Note that one typically does not compute a full modulo computation for the reduction step in RSA (cf. Montgomery and Barrett reductions). If you do need a full modulo operation, it could be mapped back to multiplication via Newton-Raphson based division and back-multiply.
[following added later]
Here is a failry recent paper that looks like it could be a reasonable starting point (I have not read this, I am just going by the abstract):
Owen Harrison, John Waldron. Efficient Acceleration of Asymmetric Cryptography on Graphics Hardware.
In: Proceedings AfricaCrypt 2009, June 21-25, 2009, pp. 350 - 367
Abstract: […] We show how a GPU implementation of a 1024-bit RSA decrypt primitive can outperform a comparable CPU implementation by up to 4 times and also improve the performance of previous GPU implementations by decreasing latency by up to 7 times and doubling throughput.[…]
One thing one could do to parallelize the multiplication is to accumulate columns of partial products in parallel, then propagate the carries between columns at the end. If one were to do this at the HLL level rather than in PTX, multiplying 32x32->64 bits using integer multiply plus __umulhi() and accumulating in a 96-bit per-column accumulator seems a reasonable first cut. A single multiplication is unlikely to fill the GPU unless the numbers are much larger than 1024 bits, at which point one might want to go with FFT-based multiplication. There are many different ways of multiplying (e.g. Karatsuba, Took-Cook, FFT) and exponentiating (e.g. binary, sliding window) so some experimentation seems called for to find the switchover points between the various methods.

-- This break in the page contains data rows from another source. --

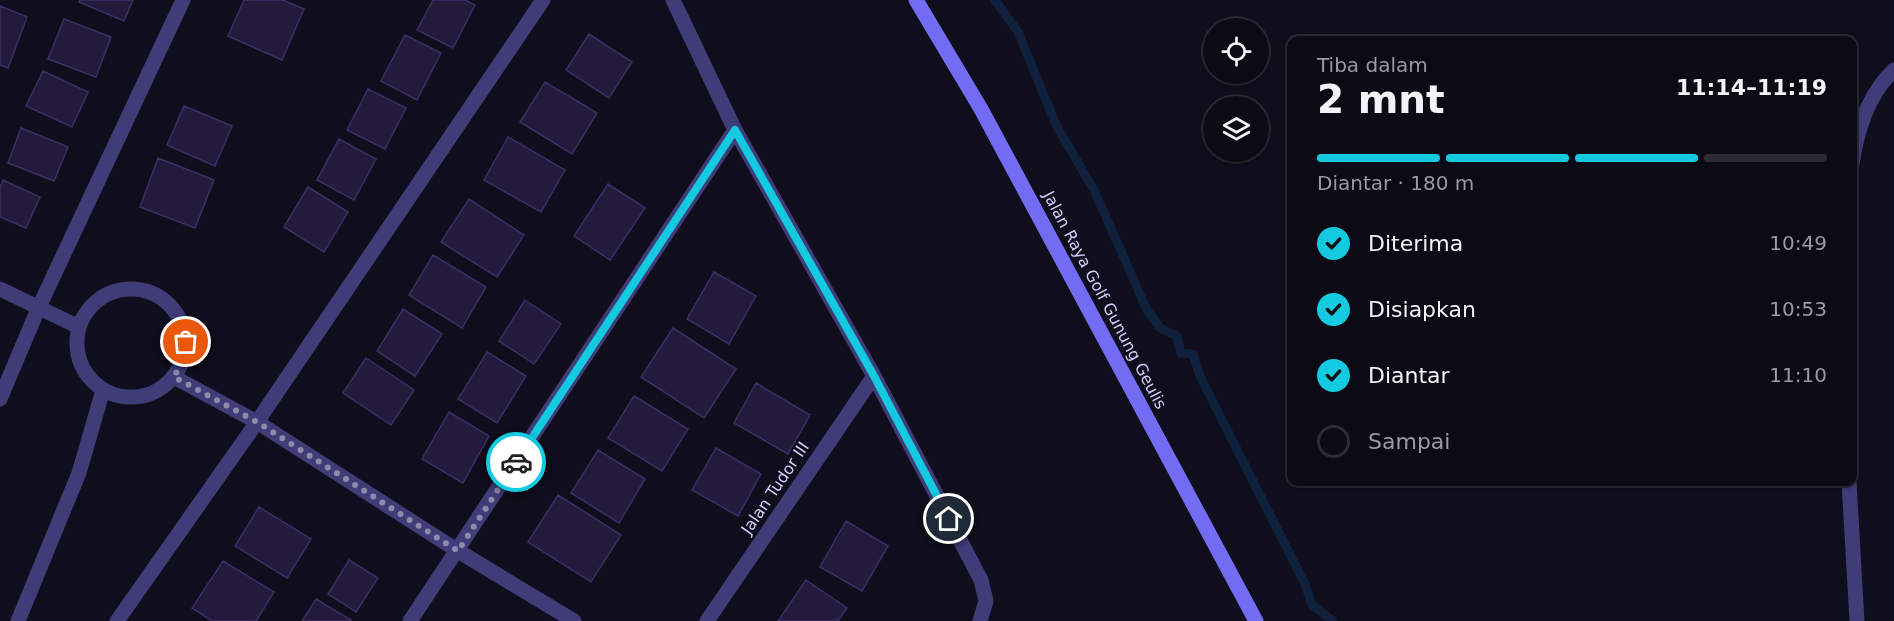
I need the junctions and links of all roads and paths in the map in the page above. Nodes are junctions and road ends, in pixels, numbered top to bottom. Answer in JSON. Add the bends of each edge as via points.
{"nodes":[{"id":1,"x":183,"y":0,"type":"edge"},
{"id":2,"x":543,"y":0,"type":"edge"},
{"id":3,"x":673,"y":0,"type":"edge"},
{"id":4,"x":916,"y":0,"type":"edge"},
{"id":5,"x":1894,"y":70,"type":"edge"},
{"id":6,"x":735,"y":130,"type":"junction"},
{"id":7,"x":1857,"y":140,"type":"edge"},
{"id":8,"x":0,"y":289,"type":"edge"},
{"id":9,"x":38,"y":309,"type":"junction"},
{"id":10,"x":79,"y":327,"type":"junction"},
{"id":11,"x":874,"y":376,"type":"junction"},
{"id":12,"x":174,"y":377,"type":"junction"},
{"id":13,"x":104,"y":390,"type":"junction"},
{"id":14,"x":0,"y":399,"type":"edge"},
{"id":15,"x":257,"y":422,"type":"junction"},
{"id":16,"x":1849,"y":486,"type":"edge"},
{"id":17,"x":458,"y":551,"type":"junction"},
{"id":18,"x":18,"y":621,"type":"edge"},
{"id":19,"x":117,"y":621,"type":"edge"},
{"id":20,"x":410,"y":621,"type":"edge"},
{"id":21,"x":574,"y":621,"type":"edge"},
{"id":22,"x":707,"y":621,"type":"edge"},
{"id":23,"x":980,"y":621,"type":"edge"},
{"id":24,"x":1256,"y":621,"type":"edge"},
{"id":25,"x":1857,"y":621,"type":"edge"}],
"edges":[{"from":1,"to":9,"type":"street"},
{"from":2,"to":15,"type":"street"},
{"from":3,"to":6,"type":"street"},
{"from":4,"to":24,"type":"main road","name":"Jalan Raya Golf Gunung Geulis","via":[[981,109]]},
{"from":5,"to":7,"type":"street","via":[[1866,112]]},
{"from":6,"to":11,"type":"street"},
{"from":6,"to":17,"type":"street"},
{"from":8,"to":9,"type":"street"},
{"from":9,"to":10,"type":"street"},
{"from":9,"to":14,"type":"street"},
{"from":10,"to":12,"type":"street","via":[[87,310],[120,289],[139,288],[157,294],[172,306],[182,323],[186,342]]},
{"from":10,"to":13,"type":"street","via":[[80,363],[90,379]]},
{"from":11,"to":22,"type":"street","name":"Jalan Tudor III"},
{"from":11,"to":23,"type":"street","via":[[981,580],[986,601]]},
{"from":12,"to":13,"type":"street","via":[[159,390],[141,397],[122,397]]},
{"from":12,"to":15,"type":"street"},
{"from":13,"to":18,"type":"street","via":[[79,473]]},
{"from":15,"to":17,"type":"street"},
{"from":15,"to":19,"type":"street"},
{"from":16,"to":25,"type":"street"},
{"from":17,"to":20,"type":"street"},
{"from":17,"to":21,"type":"street"}]}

It’s also a good idea to peruse the existing literature first, as there may already be published papers about RSA on the GPU.
Note that one typically does not compute a full modulo computation for the reduction step in RSA (cf. Montgomery and Barrett reductions). If you do need a full modulo operation, it could be mapped back to multiplication via Newton-Raphson based division and back-multiply.
[following added later]
Here is a failry recent paper that looks like it could be a reasonable starting point (I have not read this, I am just going by the abstract):
Owen Harrison, John Waldron. Efficient Acceleration of Asymmetric Cryptography on Graphics Hardware.

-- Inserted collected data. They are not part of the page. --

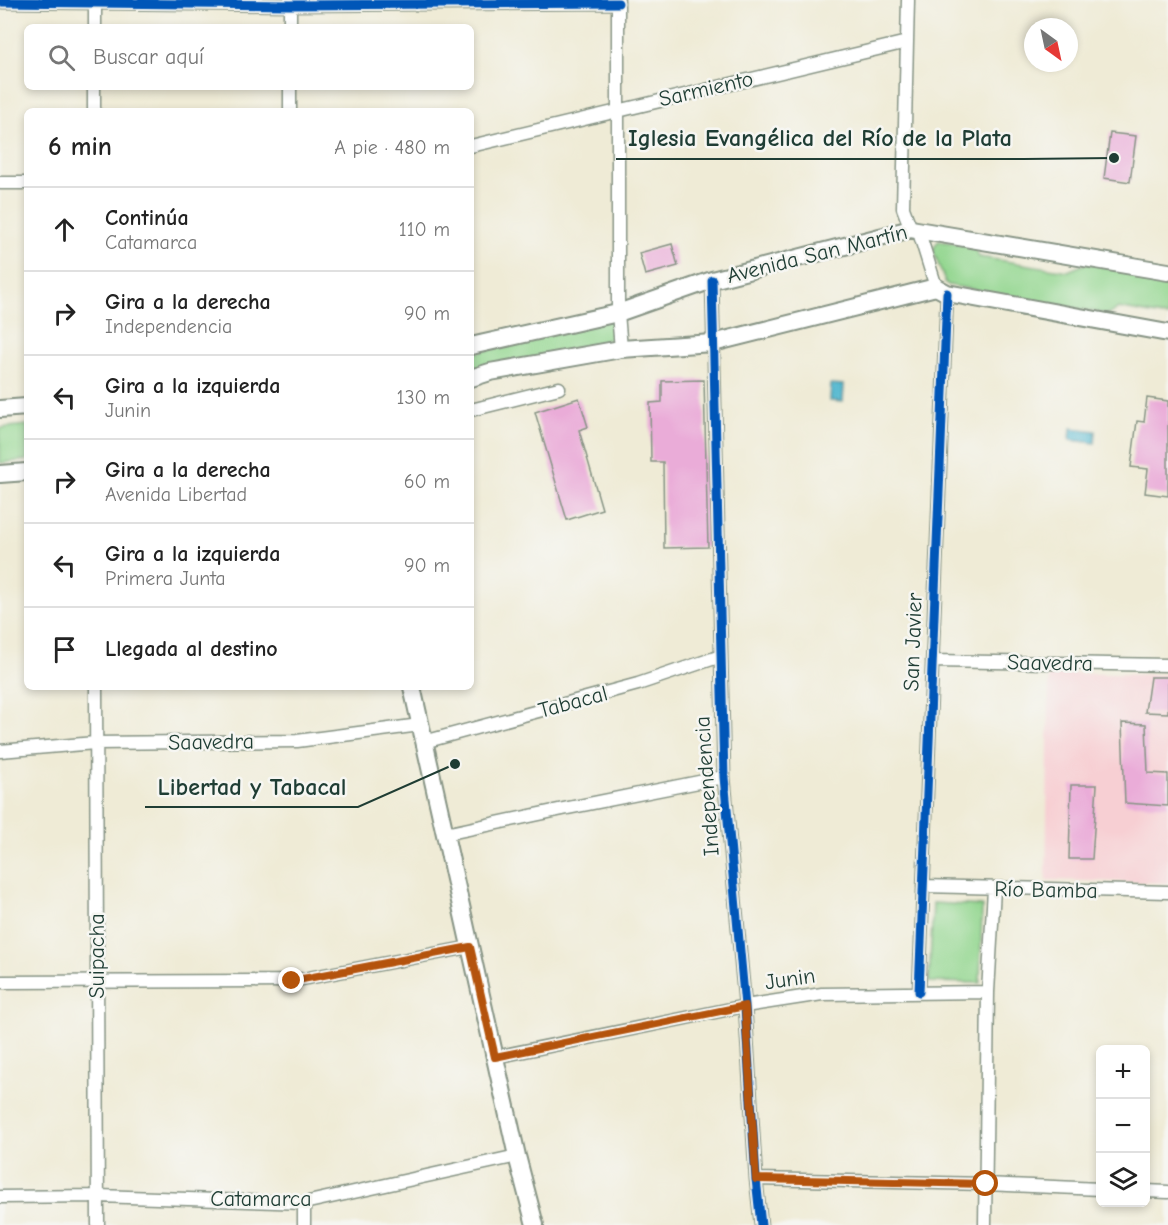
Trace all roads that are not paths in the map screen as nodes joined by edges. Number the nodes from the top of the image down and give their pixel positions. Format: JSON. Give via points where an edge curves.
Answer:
{"nodes":[{"id":1,"x":908,"y":0,"type":"edge"},
{"id":2,"x":95,"y":1,"type":"edge"},
{"id":3,"x":618,"y":1,"type":"edge"},
{"id":4,"x":0,"y":2,"type":"edge"},
{"id":5,"x":290,"y":2,"type":"edge"},
{"id":6,"x":95,"y":24,"type":"edge"},
{"id":7,"x":290,"y":24,"type":"edge"},
{"id":8,"x":907,"y":42,"type":"junction"},
{"id":9,"x":94,"y":90,"type":"edge"},
{"id":10,"x":290,"y":90,"type":"edge"},
{"id":11,"x":94,"y":108,"type":"edge"},
{"id":12,"x":290,"y":108,"type":"edge"},
{"id":13,"x":618,"y":110,"type":"junction"},
{"id":14,"x":474,"y":145,"type":"edge"},
{"id":15,"x":0,"y":183,"type":"edge"},
{"id":16,"x":24,"y":183,"type":"edge"},
{"id":17,"x":914,"y":229,"type":"junction"},
{"id":18,"x":1168,"y":272,"type":"edge"},
{"id":19,"x":712,"y":280,"type":"junction"},
{"id":20,"x":941,"y":290,"type":"junction"},
{"id":21,"x":618,"y":313,"type":"junction"},
{"id":22,"x":1168,"y":333,"type":"edge"},
{"id":23,"x":713,"y":343,"type":"junction"},
{"id":24,"x":474,"y":345,"type":"edge"},
{"id":25,"x":621,"y":349,"type":"junction"},
{"id":26,"x":474,"y":377,"type":"edge"},
{"id":27,"x":559,"y":388,"type":"dead end"},
{"id":28,"x":24,"y":407,"type":"edge"},
{"id":29,"x":0,"y":409,"type":"edge"},
{"id":30,"x":474,"y":409,"type":"edge"},
{"id":31,"x":24,"y":472,"type":"edge"},
{"id":32,"x":0,"y":474,"type":"edge"},
{"id":33,"x":721,"y":656,"type":"junction"},
{"id":34,"x":932,"y":661,"type":"junction"},
{"id":35,"x":1168,"y":665,"type":"edge"},
{"id":36,"x":96,"y":690,"type":"edge"},
{"id":37,"x":413,"y":690,"type":"edge"},
{"id":38,"x":420,"y":725,"type":"junction"},
{"id":39,"x":424,"y":742,"type":"junction"},
{"id":40,"x":95,"y":743,"type":"junction"},
{"id":41,"x":0,"y":751,"type":"edge"},
{"id":42,"x":724,"y":777,"type":"junction"},
{"id":43,"x":445,"y":834,"type":"junction"},
{"id":44,"x":923,"y":886,"type":"junction"},
{"id":45,"x":994,"y":888,"type":"junction"},
{"id":46,"x":1168,"y":892,"type":"edge"},
{"id":47,"x":470,"y":947,"type":"junction"},
{"id":48,"x":0,"y":982,"type":"edge"},
{"id":49,"x":97,"y":983,"type":"junction"},
{"id":50,"x":919,"y":992,"type":"junction"},
{"id":51,"x":988,"y":992,"type":"junction"},
{"id":52,"x":745,"y":1006,"type":"junction"},
{"id":53,"x":495,"y":1057,"type":"junction"},
{"id":54,"x":517,"y":1156,"type":"junction"},
{"id":55,"x":756,"y":1179,"type":"junction"},
{"id":56,"x":986,"y":1184,"type":"junction"},
{"id":57,"x":1096,"y":1189,"type":"edge"},
{"id":58,"x":1150,"y":1191,"type":"edge"},
{"id":59,"x":1168,"y":1192,"type":"edge"},
{"id":60,"x":98,"y":1196,"type":"junction"},
{"id":61,"x":0,"y":1197,"type":"edge"},
{"id":62,"x":304,"y":1203,"type":"junction"},
{"id":63,"x":98,"y":1225,"type":"edge"},
{"id":64,"x":304,"y":1225,"type":"edge"},
{"id":65,"x":535,"y":1225,"type":"edge"},
{"id":66,"x":761,"y":1225,"type":"edge"},
{"id":67,"x":985,"y":1225,"type":"edge"}],
"edges":[{"from":1,"to":8,"type":"street","name":"San Javier"},
{"from":2,"to":4,"type":"street"},
{"from":2,"to":5,"type":"street"},
{"from":2,"to":6,"type":"street"},
{"from":3,"to":5,"type":"street"},
{"from":3,"to":13,"type":"street"},
{"from":5,"to":7,"type":"street"},
{"from":8,"to":13,"type":"street","name":"Sarmiento"},
{"from":8,"to":17,"type":"street","name":"San Javier","via":[[903,208]]},
{"from":9,"to":11,"type":"street"},
{"from":10,"to":12,"type":"street"},
{"from":13,"to":14,"type":"street","name":"Sarmiento"},
{"from":13,"to":21,"type":"street"},
{"from":15,"to":16,"type":"street"},
{"from":17,"to":18,"type":"main road","name":"Avenida San Martín"},
{"from":17,"to":19,"type":"main road","name":"Avenida San Martín"},
{"from":17,"to":20,"type":"street","name":"San Javier"},
{"from":19,"to":21,"type":"main road","name":"Avenida San Martín"},
{"from":19,"to":23,"type":"street","name":"Independencia"},
{"from":20,"to":22,"type":"main road"},
{"from":20,"to":23,"type":"main road"},
{"from":20,"to":34,"type":"street","name":"San Javier"},
{"from":21,"to":24,"type":"main road","name":"Avenida San Martín"},
{"from":21,"to":25,"type":"street"},
{"from":23,"to":25,"type":"main road"},
{"from":23,"to":33,"type":"street","name":"Independencia"},
{"from":25,"to":26,"type":"main road"},
{"from":27,"to":30,"type":"street"},
{"from":28,"to":29,"type":"main road"},
{"from":31,"to":32,"type":"main road"},
{"from":33,"to":39,"type":"street","name":"Tabacal","via":[[638,684]]},
{"from":33,"to":42,"type":"street","name":"Independencia"},
{"from":34,"to":35,"type":"street","name":"Saavedra"},
{"from":34,"to":44,"type":"street","name":"San Javier"},
{"from":36,"to":40,"type":"street","name":"Suipacha"},
{"from":37,"to":38,"type":"main road"},
{"from":38,"to":39,"type":"main road"},
{"from":38,"to":40,"type":"street","name":"Saavedra","via":[[297,741]]},
{"from":39,"to":43,"type":"main road"},
{"from":40,"to":41,"type":"street","name":"Saavedra"},
{"from":40,"to":49,"type":"street","name":"Suipacha"},
{"from":42,"to":43,"type":"street"},
{"from":42,"to":52,"type":"street","name":"Independencia"},
{"from":43,"to":47,"type":"main road"},
{"from":44,"to":45,"type":"street","name":"Río Bamba"},
{"from":44,"to":50,"type":"street","name":"San Javier"},
{"from":45,"to":46,"type":"street","name":"Río Bamba"},
{"from":45,"to":51,"type":"street"},
{"from":47,"to":49,"type":"street","via":[[292,981]]},
{"from":47,"to":53,"type":"main road"},
{"from":48,"to":49,"type":"street"},
{"from":49,"to":60,"type":"street","name":"Suipacha"},
{"from":50,"to":51,"type":"street","name":"Junin"},
{"from":50,"to":52,"type":"street","name":"Junin","via":[[822,994]]},
{"from":51,"to":56,"type":"street"},
{"from":52,"to":53,"type":"street","name":"Junin"},
{"from":52,"to":55,"type":"street","name":"Independencia"},
{"from":53,"to":54,"type":"main road"},
{"from":54,"to":62,"type":"street","name":"Catamarca"},
{"from":54,"to":65,"type":"main road"},
{"from":55,"to":56,"type":"street"},
{"from":55,"to":66,"type":"street","name":"Independencia"},
{"from":56,"to":57,"type":"street"},
{"from":56,"to":67,"type":"street"},
{"from":58,"to":59,"type":"street"},
{"from":60,"to":61,"type":"street","name":"Catamarca"},
{"from":60,"to":62,"type":"street","name":"Catamarca"},
{"from":60,"to":63,"type":"street","name":"Suipacha"},
{"from":62,"to":64,"type":"street"}]}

In: Proceedings AfricaCrypt 2009, June 21-25, 2009, pp. 350 - 367
Abstract: […] We show how a GPU implementation of a 1024-bit RSA decrypt primitive can outperform a comparable CPU implementation by up to 4 times and also improve the performance of previous GPU implementations by decreasing latency by up to 7 times and doubling throughput.[…]
I have an algorithm to find the multiplication of N * N numbers wit horder of 2N-1. Sample result of my algorithm will look like below. Contact me if you need more details about that.
If you would like to mutiply large mumbers, in the 1980’s I and Luther Welch searched for Mersenne Primes using the Lucus-Lehmer test. This involves squareing large integers, in our case about 33,000 digits (now consisidered trival). GIMPS can square a 33,000 digit number 110,502 times taking the remainder MOD 2^110503 in just 11 seconds. You need to learn about FFT mutiplication where you will be able to add each complex pair in complete parallel. I don’t know if little 1024 bit numbers (about 333 digits) are large enough to offset the to/from to the complex FFT. I think worth a try however.
I have a basic question on implementing RSA using FFT: such as for rsa1024, should i do 1024 multiplication in frequency domain, finally inverse Fourier transform at the end, or i did inverse fourier transform immediately following fft for each multiplication? i know the first way may be wrong, at the same time i think overhead of doing FFt and then inverse FFt for each multiplication is big, want to reduce the overhead to minimum so that the intermediate multiplication is done in floating point only. pls comment if i am wrong. thanks!
It must be the latter. Multiplying two numbers is a convolution operation, and you have to transform back into the integer domain to preserve full accuracy in the product. There are alternative techniques like RNS (residue number systems) that avoid having to release carries across an entire multi-word integer, but you can’t use the FFT on them.
Wouldn’t it also be worthwhile to point to one or several of your relevant papers? I assume you are the same “Niall Emmart” who published on these topics a couple of years back …